Use of ephrin-B2 as a functional receptor for membrane fusion and entry by CedPV

To further investigate the relationship between CedPV and recognized henipaviruses, we investigated the use of the henipavirus receptors, the ephrin-B2 and -B3 host cell proteins, as potential receptors for CedPV infection. Our previous studies have demonstrated that the ephrin-B2 and -B3 expression negative HeLa-USU cell line could support henipavirus infection and formation of syncytial CPE only when either the ephrin-B2 or -B3 gene was transiently expressed in the cells [22], [34]. For CedPV, similar observations were made with respect to the ephrin-B2 receptor. As shown in Fig. 4, CedPV failed to infect HeLa-USU, but was able to infect and cause syncytial CPE when the human ephrin-B2 gene was expressed.

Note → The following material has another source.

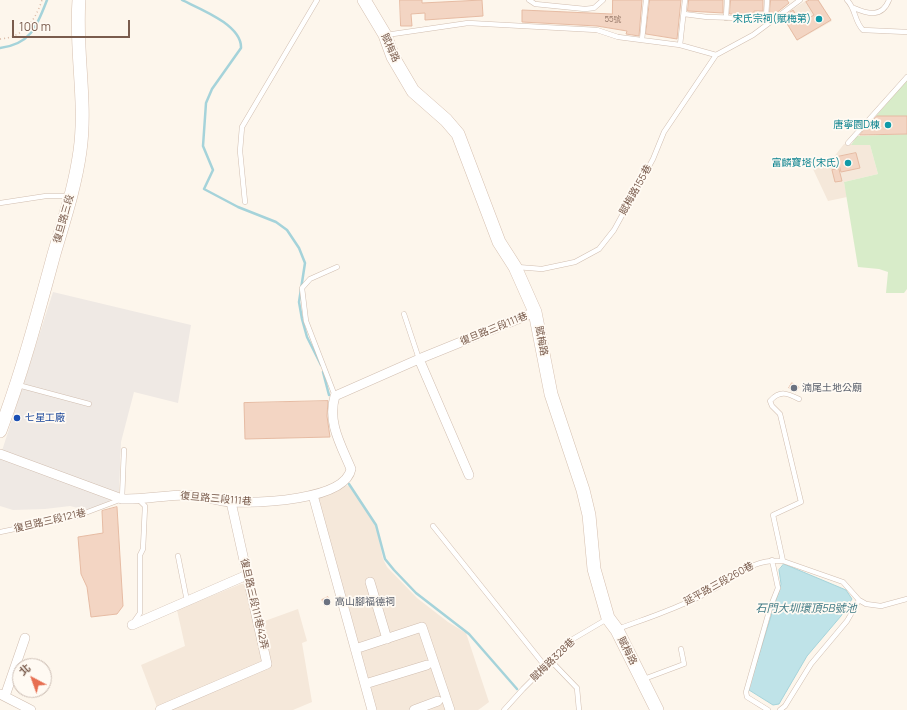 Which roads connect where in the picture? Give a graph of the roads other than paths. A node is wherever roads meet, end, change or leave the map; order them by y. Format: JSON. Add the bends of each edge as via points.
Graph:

In contrast, when ephrin-B3 molecule was introduced, there was no evidence of infection.

Figure 4
Functional testing of ephrin-B2 and -B3 as an entry receptor for CedPV.

Pathogenicity for laboratory mammals

Ferrets, guinea pigs, and mice exhibit differing responses to the previously described henipaviruses HeV and NiV, with ferrets and guinea pigs, but not mice developing severe disease characterized by systemic vasculitis [20], [35], [36], [37], [38]. In contrast, ferrets and guinea pigs exposed to CedPV by, respectively, oronasal and intraperitoneal routes remained clinically well although neutralizing antibody was detected in serum between 10 to 21 days pi (Table 2). Balb-C mice exposed to CedPV by the oronasal route remained clinically well and did not develop neutralizing antibody in serum by day 21 pi. In ferrets electively euthanized at earlier time-points, there was reactive hyperplasia of tonsillar lymphoid tissue, retropharyngeal and bronchial lymph nodes, accompanied by edema and erythrophagocytosis. CedPV antigen was detected in bronchial lymph node of one animal euthanized on day 6 pi, consistent with viral replication in that tissue; cross-reactive immunostaining against anti-NiV N protein antibodies was also noted (Fig. 5). No other significant histological lesions were identified. Viral RNA was detected in selected lymphoid tissues of 3 (of 4) ferrets sampled day 6 to 8 pi, including pharynx, spleen, and retropharyngeal and bronchial lymph nodes, as well as the submandibular lymph node of the ferret euthanized on day 20 pi. This pattern of lymphoid involvement suggests that there may be transient replication in the upper and lower respiratory tracts although CedPV genome was not recovered from nasal washes, oral swabs, pharynx or lung tissue of affected animals. Virus isolation was unsuccessful for all PCR positive tissues.

Figure 5
Immunohistochemical analysis of bronchial lymph node of CedPV infected ferrets.
Table 2
Antibody responses in CedPV-infected ferrets and guinea pigs.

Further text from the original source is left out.